> _Work item_
Go through the entries below and retype them exactly, omitting each picture.

[[ Input open ]]

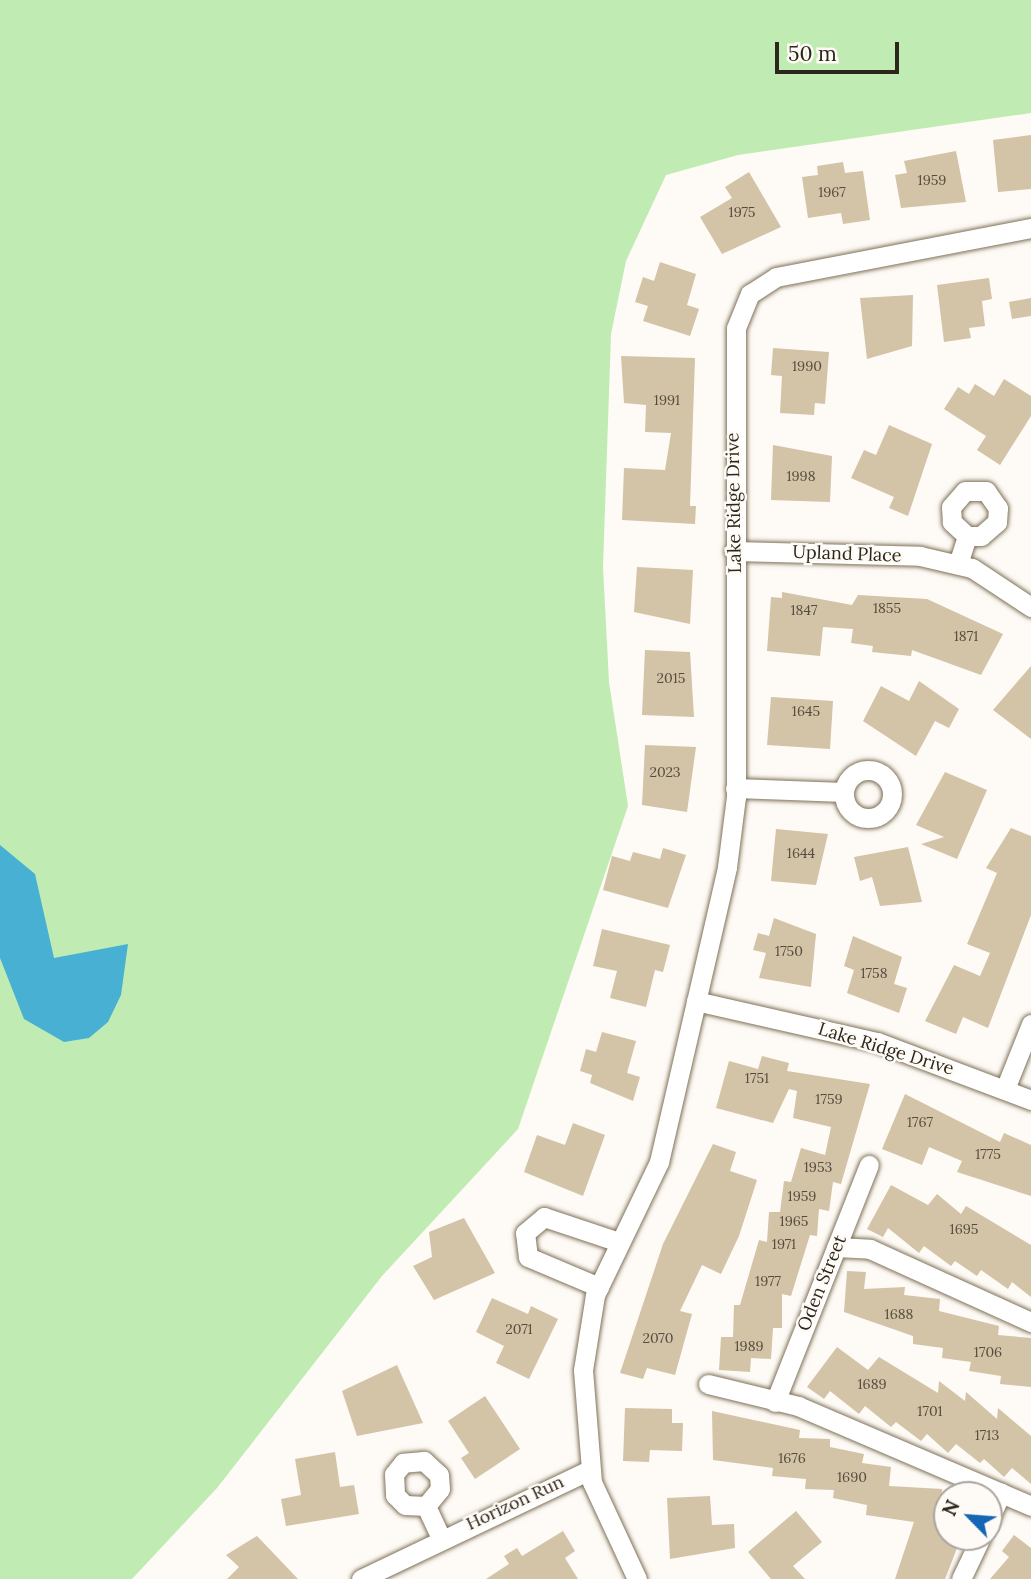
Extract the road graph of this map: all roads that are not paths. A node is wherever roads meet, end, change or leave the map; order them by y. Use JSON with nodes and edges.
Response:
{"nodes":[{"id":1,"x":1031,"y":228,"type":"edge"},
{"id":2,"x":967,"y":536,"type":"dead end"},
{"id":3,"x":734,"y":551,"type":"junction"},
{"id":4,"x":958,"y":564,"type":"junction"},
{"id":5,"x":1031,"y":607,"type":"edge"},
{"id":6,"x":736,"y":788,"type":"junction"},
{"id":7,"x":844,"y":792,"type":"dead end"},
{"id":8,"x":696,"y":1001,"type":"junction"},
{"id":9,"x":1031,"y":1024,"type":"edge"},
{"id":10,"x":1005,"y":1089,"type":"junction"},
{"id":11,"x":1031,"y":1100,"type":"edge"},
{"id":12,"x":869,"y":1165,"type":"dead end"},
{"id":13,"x":619,"y":1242,"type":"junction"},
{"id":14,"x":836,"y":1247,"type":"junction"},
{"id":15,"x":599,"y":1287,"type":"junction"},
{"id":16,"x":1031,"y":1322,"type":"edge"},
{"id":17,"x":708,"y":1384,"type":"dead end"},
{"id":18,"x":775,"y":1402,"type":"junction"},
{"id":19,"x":590,"y":1470,"type":"junction"},
{"id":20,"x":971,"y":1481,"type":"edge"},
{"id":21,"x":1003,"y":1494,"type":"edge"},
{"id":22,"x":426,"y":1506,"type":"dead end"},
{"id":23,"x":1031,"y":1506,"type":"edge"},
{"id":24,"x":441,"y":1538,"type":"junction"},
{"id":25,"x":974,"y":1551,"type":"edge"},
{"id":26,"x":361,"y":1579,"type":"edge"},
{"id":27,"x":637,"y":1579,"type":"edge"},
{"id":28,"x":961,"y":1579,"type":"edge"}],
"edges":[{"from":1,"to":3,"type":"street","name":"Lake Ridge Drive"},
{"from":2,"to":4,"type":"street"},
{"from":3,"to":4,"type":"street","name":"Upland Place"},
{"from":3,"to":6,"type":"street","name":"Lake Ridge Drive"},
{"from":4,"to":5,"type":"street","name":"Upland Place"},
{"from":6,"to":7,"type":"street"},
{"from":6,"to":8,"type":"street","name":"Lake Ridge Drive"},
{"from":8,"to":10,"type":"street","name":"Lake Ridge Drive"},
{"from":8,"to":13,"type":"street","name":"Lake Ridge Drive"},
{"from":9,"to":10,"type":"street"},
{"from":10,"to":11,"type":"street","name":"Lake Ridge Drive"},
{"from":12,"to":14,"type":"street","name":"Oden Street"},
{"from":13,"to":15,"type":"street","name":"Lake Ridge Drive"},
{"from":13,"to":15,"type":"street"},
{"from":14,"to":16,"type":"street"},
{"from":14,"to":18,"type":"street","name":"Oden Street"},
{"from":15,"to":19,"type":"street","name":"Lake Ridge Drive"},
{"from":17,"to":18,"type":"street"},
{"from":18,"to":20,"type":"street"},
{"from":19,"to":24,"type":"street","name":"Horizon Run"},
{"from":19,"to":27,"type":"street","name":"Lake Ridge Drive"},
{"from":21,"to":23,"type":"street"},
{"from":22,"to":24,"type":"street"},
{"from":24,"to":26,"type":"street","name":"Horizon Run"},
{"from":25,"to":28,"type":"street"}]}
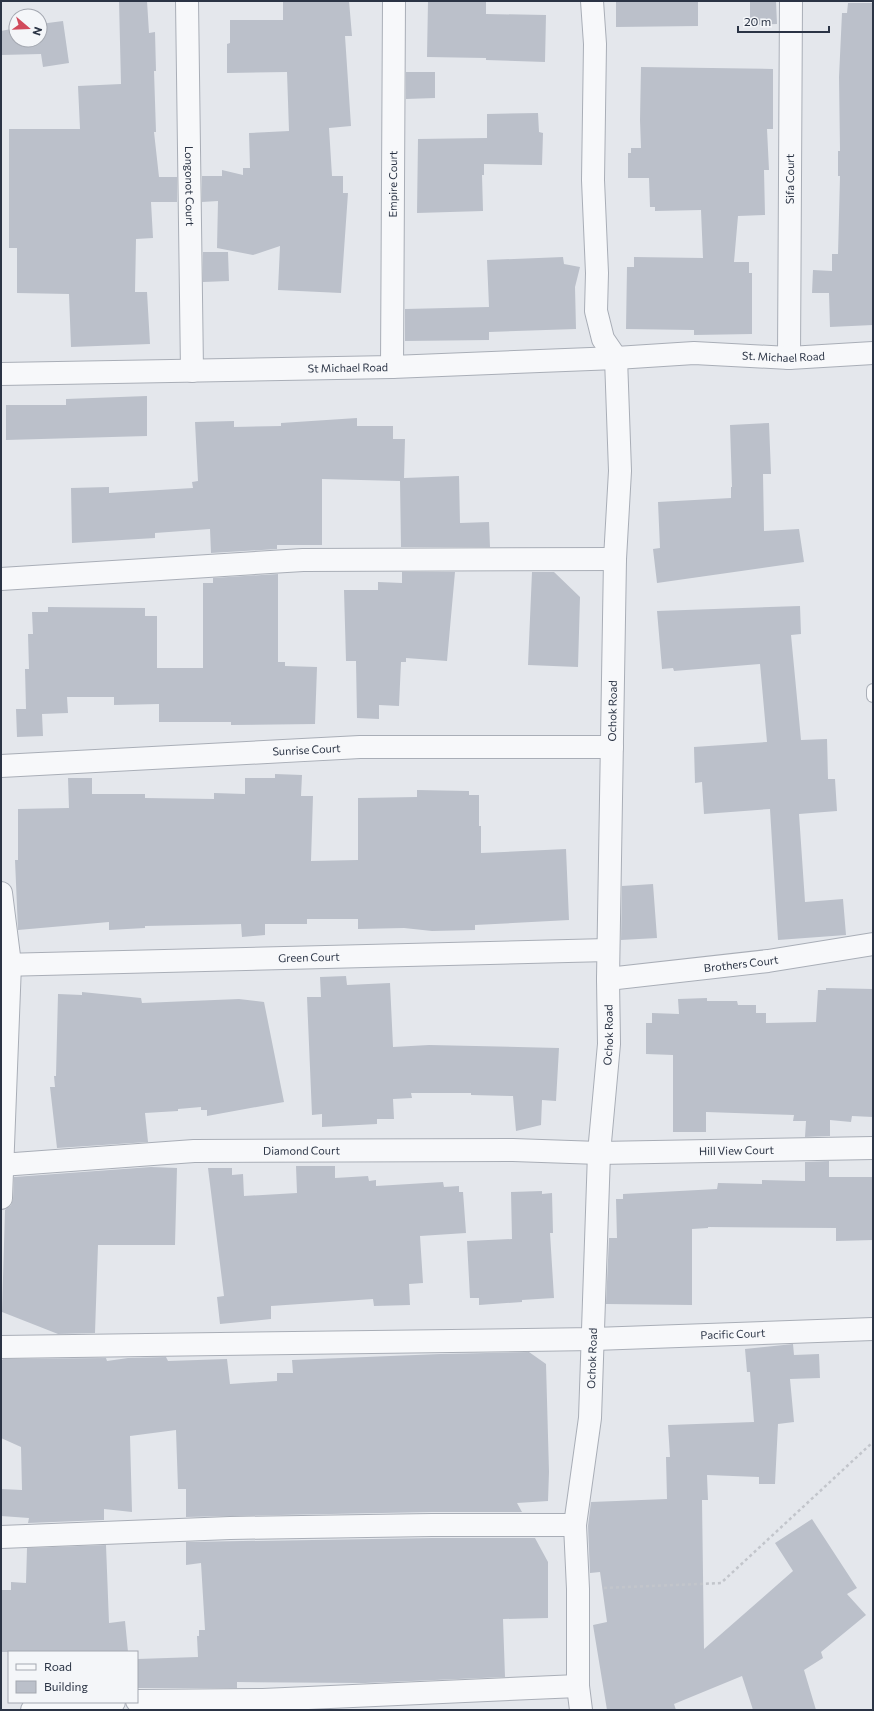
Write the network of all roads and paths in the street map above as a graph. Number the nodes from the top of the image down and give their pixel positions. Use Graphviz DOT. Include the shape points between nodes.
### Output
graph roads {
  1 [pos="187,1"];
  2 [pos="394,1"];
  3 [pos="592,1"];
  4 [pos="791,1"];
  5 [pos="694,353"];
  6 [pos="873,353"];
  7 [pos="616,358"];
  8 [pos="789,358"];
  9 [pos="392,367"];
  10 [pos="192,371"];
  11 [pos="2,375"];
  12 [pos="615,559"];
  13 [pos="1,579"];
  14 [pos="873,690"];
  15 [pos="873,696"];
  16 [pos="612,747"];
  17 [pos="1,766"];
  18 [pos="1,893"];
  19 [pos="873,944"];
  20 [pos="608,950"];
  21 [pos="5,964"];
  22 [pos="608,979"];
  23 [pos="873,1148"];
  24 [pos="599,1153"];
  25 [pos="2,1165"];
  26 [pos="1,1198"];
  27 [pos="873,1329"];
  28 [pos="594,1339"];
  29 [pos="1,1347"];
  30 [pos="873,1442"];
  31 [pos="575,1525"];
  32 [pos="1,1536"];
  33 [pos="578,1589"];
  34 [pos="578,1686"];
  35 [pos="138,1701"];
  36 [pos="99,1703"];
  37 [pos="32,1710"];
  38 [pos="581,1710"];
  1 -- 10 [label="street, Longonot Court"];
  2 -- 9 [label="street, Empire Court"];
  3 -- 7 [label="street" via="595,44 593,180 596,311 603,339"];
  4 -- 8 [label="street, Sifa Court"];
  5 -- 7 [label="street, St Michael Road"];
  5 -- 8 [label="street, St. Michael Road"];
  6 -- 8 [label="street, St. Michael Road"];
  7 -- 9 [label="street, St Michael Road"];
  7 -- 12 [label="street, Ochok Road" via="620,471"];
  9 -- 10 [label="street, St Michael Road"];
  10 -- 11 [label="street, St Michael Road"];
  12 -- 13 [label="street" via="303,560"];
  12 -- 16 [label="street, Ochok Road"];
  14 -- 15 [label="lane"];
  16 -- 17 [label="street, Sunrise Court" via="360,747"];
  16 -- 20 [label="street, Ochok Road"];
  18 -- 21 [label="street"];
  19 -- 22 [label="street, Brothers Court" via="768,961"];
  20 -- 21 [label="street, Green Court"];
  20 -- 22 [label="street, Ochok Road"];
  21 -- 25 [label="street"];
  22 -- 24 [label="street, Ochok Road" via="609,1044"];
  23 -- 24 [label="street, Hill View Court"];
  24 -- 25 [label="street, Diamond Court" via="513,1150 194,1151"];
  24 -- 28 [label="street, Ochok Road"];
  25 -- 26 [label="street"];
  27 -- 28 [label="street, Pacific Court"];
  28 -- 29 [label="street, Pacific Court"];
  28 -- 31 [label="street, Ochok Road" via="590,1418"];
  30 -- 33 [label="path" via="722,1583"];
  31 -- 32 [label="street" via="230,1528"];
  31 -- 33 [label="street, Ochok Road"];
  33 -- 34 [label="street, Ochok Road"];
  34 -- 35 [label="street" via="263,1700"];
  34 -- 38 [label="street, Ochok Road"];
  36 -- 37 [label="street"];
}
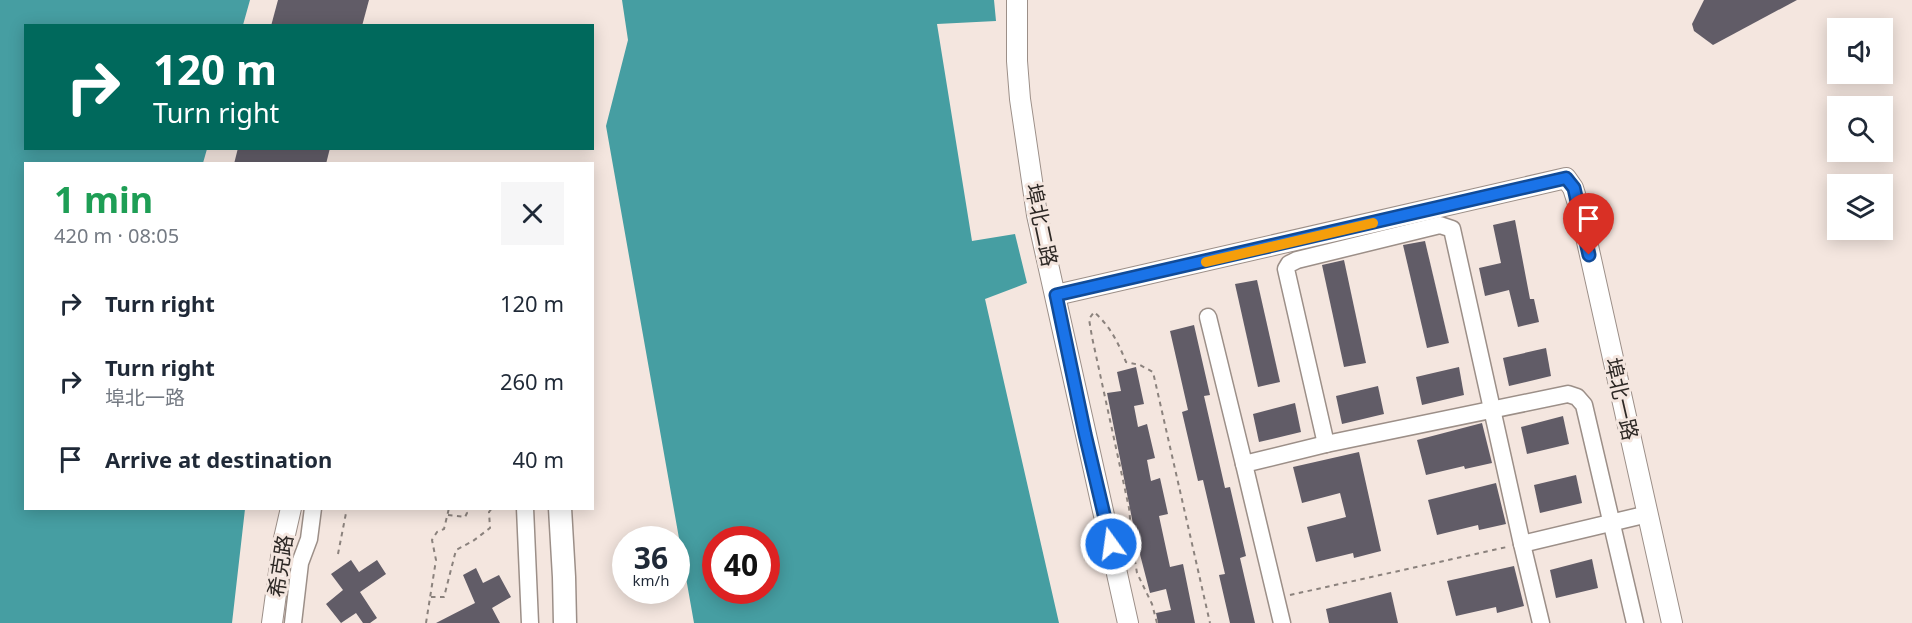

[[ Input closed ]]

> _Result_
Extract the road graph of this map: all roads that are not paths. A node is wherever roads meet, end, change or leave the map; order them by y. Use JSON with nodes and edges.
Response:
{"nodes":[{"id":1,"x":1031,"y":228,"type":"edge"},
{"id":2,"x":967,"y":536,"type":"dead end"},
{"id":3,"x":734,"y":551,"type":"junction"},
{"id":4,"x":958,"y":564,"type":"junction"},
{"id":5,"x":1031,"y":607,"type":"edge"},
{"id":6,"x":736,"y":788,"type":"junction"},
{"id":7,"x":844,"y":792,"type":"dead end"},
{"id":8,"x":696,"y":1001,"type":"junction"},
{"id":9,"x":1031,"y":1024,"type":"edge"},
{"id":10,"x":1005,"y":1089,"type":"junction"},
{"id":11,"x":1031,"y":1100,"type":"edge"},
{"id":12,"x":869,"y":1165,"type":"dead end"},
{"id":13,"x":619,"y":1242,"type":"junction"},
{"id":14,"x":836,"y":1247,"type":"junction"},
{"id":15,"x":599,"y":1287,"type":"junction"},
{"id":16,"x":1031,"y":1322,"type":"edge"},
{"id":17,"x":708,"y":1384,"type":"dead end"},
{"id":18,"x":775,"y":1402,"type":"junction"},
{"id":19,"x":590,"y":1470,"type":"junction"},
{"id":20,"x":971,"y":1481,"type":"edge"},
{"id":21,"x":1003,"y":1494,"type":"edge"},
{"id":22,"x":426,"y":1506,"type":"dead end"},
{"id":23,"x":1031,"y":1506,"type":"edge"},
{"id":24,"x":441,"y":1538,"type":"junction"},
{"id":25,"x":974,"y":1551,"type":"edge"},
{"id":26,"x":361,"y":1579,"type":"edge"},
{"id":27,"x":637,"y":1579,"type":"edge"},
{"id":28,"x":961,"y":1579,"type":"edge"}],
"edges":[{"from":1,"to":3,"type":"street","name":"Lake Ridge Drive"},
{"from":2,"to":4,"type":"street"},
{"from":3,"to":4,"type":"street","name":"Upland Place"},
{"from":3,"to":6,"type":"street","name":"Lake Ridge Drive"},
{"from":4,"to":5,"type":"street","name":"Upland Place"},
{"from":6,"to":7,"type":"street"},
{"from":6,"to":8,"type":"street","name":"Lake Ridge Drive"},
{"from":8,"to":10,"type":"street","name":"Lake Ridge Drive"},
{"from":8,"to":13,"type":"street","name":"Lake Ridge Drive"},
{"from":9,"to":10,"type":"street"},
{"from":10,"to":11,"type":"street","name":"Lake Ridge Drive"},
{"from":12,"to":14,"type":"street","name":"Oden Street"},
{"from":13,"to":15,"type":"street","name":"Lake Ridge Drive"},
{"from":13,"to":15,"type":"street"},
{"from":14,"to":16,"type":"street"},
{"from":14,"to":18,"type":"street","name":"Oden Street"},
{"from":15,"to":19,"type":"street","name":"Lake Ridge Drive"},
{"from":17,"to":18,"type":"street"},
{"from":18,"to":20,"type":"street"},
{"from":19,"to":24,"type":"street","name":"Horizon Run"},
{"from":19,"to":27,"type":"street","name":"Lake Ridge Drive"},
{"from":21,"to":23,"type":"street"},
{"from":22,"to":24,"type":"street"},
{"from":24,"to":26,"type":"street","name":"Horizon Run"},
{"from":25,"to":28,"type":"street"}]}
Write the network of all roads and paths in the street map above as a graph. Number the nodes from the top of the image down and give their pixel positions. Use Graphviz DOT. Include the shape points between nodes.
### Output
graph roads {
  1 [pos="187,1"];
  2 [pos="394,1"];
  3 [pos="592,1"];
  4 [pos="791,1"];
  5 [pos="694,353"];
  6 [pos="873,353"];
  7 [pos="616,358"];
  8 [pos="789,358"];
  9 [pos="392,367"];
  10 [pos="192,371"];
  11 [pos="2,375"];
  12 [pos="615,559"];
  13 [pos="1,579"];
  14 [pos="873,690"];
  15 [pos="873,696"];
  16 [pos="612,747"];
  17 [pos="1,766"];
  18 [pos="1,893"];
  19 [pos="873,944"];
  20 [pos="608,950"];
  21 [pos="5,964"];
  22 [pos="608,979"];
  23 [pos="873,1148"];
  24 [pos="599,1153"];
  25 [pos="2,1165"];
  26 [pos="1,1198"];
  27 [pos="873,1329"];
  28 [pos="594,1339"];
  29 [pos="1,1347"];
  30 [pos="873,1442"];
  31 [pos="575,1525"];
  32 [pos="1,1536"];
  33 [pos="578,1589"];
  34 [pos="578,1686"];
  35 [pos="138,1701"];
  36 [pos="99,1703"];
  37 [pos="32,1710"];
  38 [pos="581,1710"];
  1 -- 10 [label="street, Longonot Court"];
  2 -- 9 [label="street, Empire Court"];
  3 -- 7 [label="street" via="595,44 593,180 596,311 603,339"];
  4 -- 8 [label="street, Sifa Court"];
  5 -- 7 [label="street, St Michael Road"];
  5 -- 8 [label="street, St. Michael Road"];
  6 -- 8 [label="street, St. Michael Road"];
  7 -- 9 [label="street, St Michael Road"];
  7 -- 12 [label="street, Ochok Road" via="620,471"];
  9 -- 10 [label="street, St Michael Road"];
  10 -- 11 [label="street, St Michael Road"];
  12 -- 13 [label="street" via="303,560"];
  12 -- 16 [label="street, Ochok Road"];
  14 -- 15 [label="lane"];
  16 -- 17 [label="street, Sunrise Court" via="360,747"];
  16 -- 20 [label="street, Ochok Road"];
  18 -- 21 [label="street"];
  19 -- 22 [label="street, Brothers Court" via="768,961"];
  20 -- 21 [label="street, Green Court"];
  20 -- 22 [label="street, Ochok Road"];
  21 -- 25 [label="street"];
  22 -- 24 [label="street, Ochok Road" via="609,1044"];
  23 -- 24 [label="street, Hill View Court"];
  24 -- 25 [label="street, Diamond Court" via="513,1150 194,1151"];
  24 -- 28 [label="street, Ochok Road"];
  25 -- 26 [label="street"];
  27 -- 28 [label="street, Pacific Court"];
  28 -- 29 [label="street, Pacific Court"];
  28 -- 31 [label="street, Ochok Road" via="590,1418"];
  30 -- 33 [label="path" via="722,1583"];
  31 -- 32 [label="street" via="230,1528"];
  31 -- 33 [label="street, Ochok Road"];
  33 -- 34 [label="street, Ochok Road"];
  34 -- 35 [label="street" via="263,1700"];
  34 -- 38 [label="street, Ochok Road"];
  36 -- 37 [label="street"];
}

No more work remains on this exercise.